6 Straightforward Ways Libraries Can Supercharge Your New Year’s Resolutions
An approaching new year can be a stressful time. Only a few days after the joyful crush of the holidays it’s time to reflect on the past year and yes, create meaningful resolutions for the year ahead. It’s a tall order to be sure. Luckily for all of us, libraries are there to help! Here are some straightforward (and maybe unexpected) ways libraries can not only inspire, but also play a strong role in, facilitating a new year that enriches you and those around you:
sign the petition to vote for libraries!
Study after study has shown that health and happiness are directly connected with a person’s social connectedness within their community. That’s why people who volunteer for their church, senior center, school, hospital, or library tend to be so much more fulfilled in their lives. You might not be aware, but there are many ways to volunteer in and around the library. Maybe you know of an elderly or sick neighbor who has transportation issues — why not drive them to a concert at the library? Or pop by the library and pick up an audiobook or large print book for them? It’s so simple, but it can really mean the world to someone.
Now, if you have a strong back, many Friends of the Library groups have regular used book sales to fund-raise for their favorite place. Part of putting on those book sales is bringing loads of books to a central location and from my experience, I know that there’s always a need for volunteers to lug boxes around — it’s certainly not glamorous, but it’s a relatively small commitment (a few hours a two or three times a year) that translates to library programs and purchases that help the whole community!
Make some friends
Making good friends can be tough whether you’re new to a place or a long-time resident. Libraries do some of the work for you by hosting clubs and meetups focusing on a variety of interests! Not to mention that for new parents, one of the encouraged outcomes of storytime is interaction between kids and their parents. Check out your local library’s schedule and you may be surprised by the friend-making opportunities you’ll find. That said, if you don’t see a group that shares your interests, talk to the library staff about starting one! If it’s a general-enough topic many libraries will be happy to give you meeting or study room space to grow, say, a photography club or a meetup to do citizen science. Naturally, you can also just volunteer at the library (see above) and you’ll be sure to meet new people who share a positive attitude about public service.
Become more mindful
I’ve written about this a few times before, but I feel it bears repeating many times over. Making meaningful connections with works of conceptual invention like books, art, and thoughtful films, as well as nature, and your inner environment are keys to well-being in a frenetic world. Libraries and parks are, in many ways, the symbols of slow info in communities; they encourage mindfulness and depth more than any other place you could go. If you found yourself feeling overwhelmed constantly this past year, perhaps a weekly trip to the library with the uncomplicated intention of just existing there for a little while, with no pressure to accomplish anything, will figuratively and literally give you some space to breath.
Learn something new
Is this the year you’re going to master Spanish, become a Python-coding pro, or expand your ideas on a difficult social issue?
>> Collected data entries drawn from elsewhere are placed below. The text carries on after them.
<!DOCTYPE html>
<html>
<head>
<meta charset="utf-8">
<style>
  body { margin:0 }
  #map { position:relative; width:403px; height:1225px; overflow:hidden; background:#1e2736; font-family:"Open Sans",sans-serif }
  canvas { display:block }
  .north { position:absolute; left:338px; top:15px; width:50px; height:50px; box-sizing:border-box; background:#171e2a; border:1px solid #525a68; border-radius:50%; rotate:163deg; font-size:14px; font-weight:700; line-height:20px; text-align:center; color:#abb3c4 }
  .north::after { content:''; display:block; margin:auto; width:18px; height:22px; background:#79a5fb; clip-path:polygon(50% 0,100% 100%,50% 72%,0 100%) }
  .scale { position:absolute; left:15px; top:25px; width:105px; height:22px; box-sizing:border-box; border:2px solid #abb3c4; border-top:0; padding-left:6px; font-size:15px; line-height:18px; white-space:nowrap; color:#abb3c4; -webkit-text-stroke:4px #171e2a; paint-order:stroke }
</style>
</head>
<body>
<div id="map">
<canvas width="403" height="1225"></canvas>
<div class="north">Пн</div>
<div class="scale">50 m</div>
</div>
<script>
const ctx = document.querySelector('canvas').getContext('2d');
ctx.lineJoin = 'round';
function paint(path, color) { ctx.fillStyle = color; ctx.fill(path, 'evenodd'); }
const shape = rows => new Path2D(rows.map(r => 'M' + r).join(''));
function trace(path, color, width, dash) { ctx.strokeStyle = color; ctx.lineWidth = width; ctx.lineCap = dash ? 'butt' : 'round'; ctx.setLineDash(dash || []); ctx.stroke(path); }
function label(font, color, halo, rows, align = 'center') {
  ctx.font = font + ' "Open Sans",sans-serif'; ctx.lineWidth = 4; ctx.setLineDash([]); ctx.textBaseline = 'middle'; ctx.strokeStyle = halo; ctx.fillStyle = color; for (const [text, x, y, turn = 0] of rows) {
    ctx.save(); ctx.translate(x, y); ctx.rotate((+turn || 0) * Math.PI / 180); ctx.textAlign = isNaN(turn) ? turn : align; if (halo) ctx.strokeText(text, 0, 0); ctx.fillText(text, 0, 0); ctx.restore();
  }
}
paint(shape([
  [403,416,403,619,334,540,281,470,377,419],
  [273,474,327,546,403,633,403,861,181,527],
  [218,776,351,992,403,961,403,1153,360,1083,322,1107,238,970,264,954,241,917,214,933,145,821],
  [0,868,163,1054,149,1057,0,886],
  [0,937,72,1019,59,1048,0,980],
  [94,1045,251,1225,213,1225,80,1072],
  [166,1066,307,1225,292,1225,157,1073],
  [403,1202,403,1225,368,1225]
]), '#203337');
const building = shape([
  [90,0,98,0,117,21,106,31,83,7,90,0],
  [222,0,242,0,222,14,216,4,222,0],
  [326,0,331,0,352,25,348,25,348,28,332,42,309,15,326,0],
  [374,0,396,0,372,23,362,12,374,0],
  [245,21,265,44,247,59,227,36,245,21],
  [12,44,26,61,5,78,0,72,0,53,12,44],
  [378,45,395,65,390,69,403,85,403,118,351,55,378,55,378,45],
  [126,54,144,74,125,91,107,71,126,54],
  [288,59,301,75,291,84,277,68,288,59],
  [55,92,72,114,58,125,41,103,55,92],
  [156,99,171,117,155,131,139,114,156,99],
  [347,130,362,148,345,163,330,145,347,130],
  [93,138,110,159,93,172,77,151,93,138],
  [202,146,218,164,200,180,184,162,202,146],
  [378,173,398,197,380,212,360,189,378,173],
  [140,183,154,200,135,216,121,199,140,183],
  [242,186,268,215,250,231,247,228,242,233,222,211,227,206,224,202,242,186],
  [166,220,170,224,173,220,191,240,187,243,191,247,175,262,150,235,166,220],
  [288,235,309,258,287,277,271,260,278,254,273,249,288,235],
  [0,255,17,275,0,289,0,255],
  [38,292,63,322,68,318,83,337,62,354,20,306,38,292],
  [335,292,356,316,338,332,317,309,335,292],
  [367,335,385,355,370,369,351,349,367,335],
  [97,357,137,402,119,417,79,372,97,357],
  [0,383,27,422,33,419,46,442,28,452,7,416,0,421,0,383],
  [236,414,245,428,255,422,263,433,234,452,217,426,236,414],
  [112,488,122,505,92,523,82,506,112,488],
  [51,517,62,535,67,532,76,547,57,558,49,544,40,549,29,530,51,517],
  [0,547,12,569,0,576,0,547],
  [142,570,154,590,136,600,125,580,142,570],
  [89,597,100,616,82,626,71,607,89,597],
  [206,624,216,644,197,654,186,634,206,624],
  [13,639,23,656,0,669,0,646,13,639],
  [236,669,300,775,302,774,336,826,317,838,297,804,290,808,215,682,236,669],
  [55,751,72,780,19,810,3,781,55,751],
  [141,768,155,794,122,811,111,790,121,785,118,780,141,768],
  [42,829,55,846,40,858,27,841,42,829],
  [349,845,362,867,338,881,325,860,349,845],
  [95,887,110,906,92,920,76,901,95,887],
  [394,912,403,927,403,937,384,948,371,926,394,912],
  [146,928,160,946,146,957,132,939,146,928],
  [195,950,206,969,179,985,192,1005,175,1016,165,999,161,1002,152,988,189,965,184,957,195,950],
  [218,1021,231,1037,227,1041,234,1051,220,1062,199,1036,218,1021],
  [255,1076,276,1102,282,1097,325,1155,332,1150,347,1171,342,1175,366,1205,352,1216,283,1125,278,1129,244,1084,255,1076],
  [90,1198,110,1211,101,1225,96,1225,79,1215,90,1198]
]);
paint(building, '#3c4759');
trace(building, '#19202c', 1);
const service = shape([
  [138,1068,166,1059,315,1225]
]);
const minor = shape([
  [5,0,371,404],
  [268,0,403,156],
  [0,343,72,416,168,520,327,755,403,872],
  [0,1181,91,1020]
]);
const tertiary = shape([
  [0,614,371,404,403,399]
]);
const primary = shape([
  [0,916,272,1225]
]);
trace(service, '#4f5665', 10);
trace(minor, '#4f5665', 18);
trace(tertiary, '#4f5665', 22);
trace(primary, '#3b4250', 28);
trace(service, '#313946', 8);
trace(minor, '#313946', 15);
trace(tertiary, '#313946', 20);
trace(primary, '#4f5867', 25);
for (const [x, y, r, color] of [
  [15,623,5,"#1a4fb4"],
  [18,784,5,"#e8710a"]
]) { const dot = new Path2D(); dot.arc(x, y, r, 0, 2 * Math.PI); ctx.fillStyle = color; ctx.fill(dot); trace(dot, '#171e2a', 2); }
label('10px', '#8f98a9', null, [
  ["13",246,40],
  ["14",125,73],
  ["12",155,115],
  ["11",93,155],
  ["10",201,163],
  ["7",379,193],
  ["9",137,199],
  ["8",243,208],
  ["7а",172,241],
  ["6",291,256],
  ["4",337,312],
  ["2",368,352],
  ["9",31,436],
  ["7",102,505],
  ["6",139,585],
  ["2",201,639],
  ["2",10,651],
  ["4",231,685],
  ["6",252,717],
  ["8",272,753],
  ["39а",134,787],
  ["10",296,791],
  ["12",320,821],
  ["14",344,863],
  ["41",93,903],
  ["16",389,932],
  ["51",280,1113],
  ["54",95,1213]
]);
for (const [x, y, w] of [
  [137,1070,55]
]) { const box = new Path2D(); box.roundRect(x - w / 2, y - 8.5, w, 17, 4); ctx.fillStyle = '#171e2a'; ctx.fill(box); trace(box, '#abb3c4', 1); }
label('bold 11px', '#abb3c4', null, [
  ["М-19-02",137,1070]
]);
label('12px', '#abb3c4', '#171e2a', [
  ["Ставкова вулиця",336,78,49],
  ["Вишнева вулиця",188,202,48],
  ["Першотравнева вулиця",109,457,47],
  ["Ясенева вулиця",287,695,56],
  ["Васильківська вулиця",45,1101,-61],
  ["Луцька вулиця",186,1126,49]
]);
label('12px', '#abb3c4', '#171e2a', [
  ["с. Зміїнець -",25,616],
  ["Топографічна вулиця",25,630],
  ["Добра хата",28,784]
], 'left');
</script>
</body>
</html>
You know that the library has free online and in-person resources to help you along, right? Really and truly, save the hundreds of dollars you’d spend on language learning programs or, for example, Lynda.com (which I love, btw) — or rather, don’t double-pay for them. Many libraries already purchase these services with the tax dollars you generously pay every year. The myriad top-notch learning resources offered through libraries are a big reason that libraries are a smart investment. It also means you don’t have to scour the world for high-quality curriculum on your subject of choice. Your friendly neighborhood librarians have already done that for you! All that’s left for you is to do the learning.
Start a healthy habit
Healthy habits are physical and mental routines that contribute to overall well-being, and they are a touchstone of a person’s wisdom. How do you develop those habits at the library, you may ask? Spend some time researching library databases for peer-reviewed articles about what really contributes to well-being, minus the fluff and sponsored content you often find on the open web. More to the point, many libraries offer regular classes for gentle physical activity like yoga, Tai Chi, Qigong, and more. More details about the trajectory towards healthful activities in libraries can be with noteworthy projects like Let’s Move in Libraries initiative. Healthy habits needn’t include expensive gym memberships or high-pressure diets — the options at libraries are proof of that.
My hope is that by perusing these ways in which libraries can aid your new years resolutions, you’ve been inspired to create some beautiful resolutions that will improve your life in the coming year. May your new year be filled with health, happiness, and many memorable library experiences!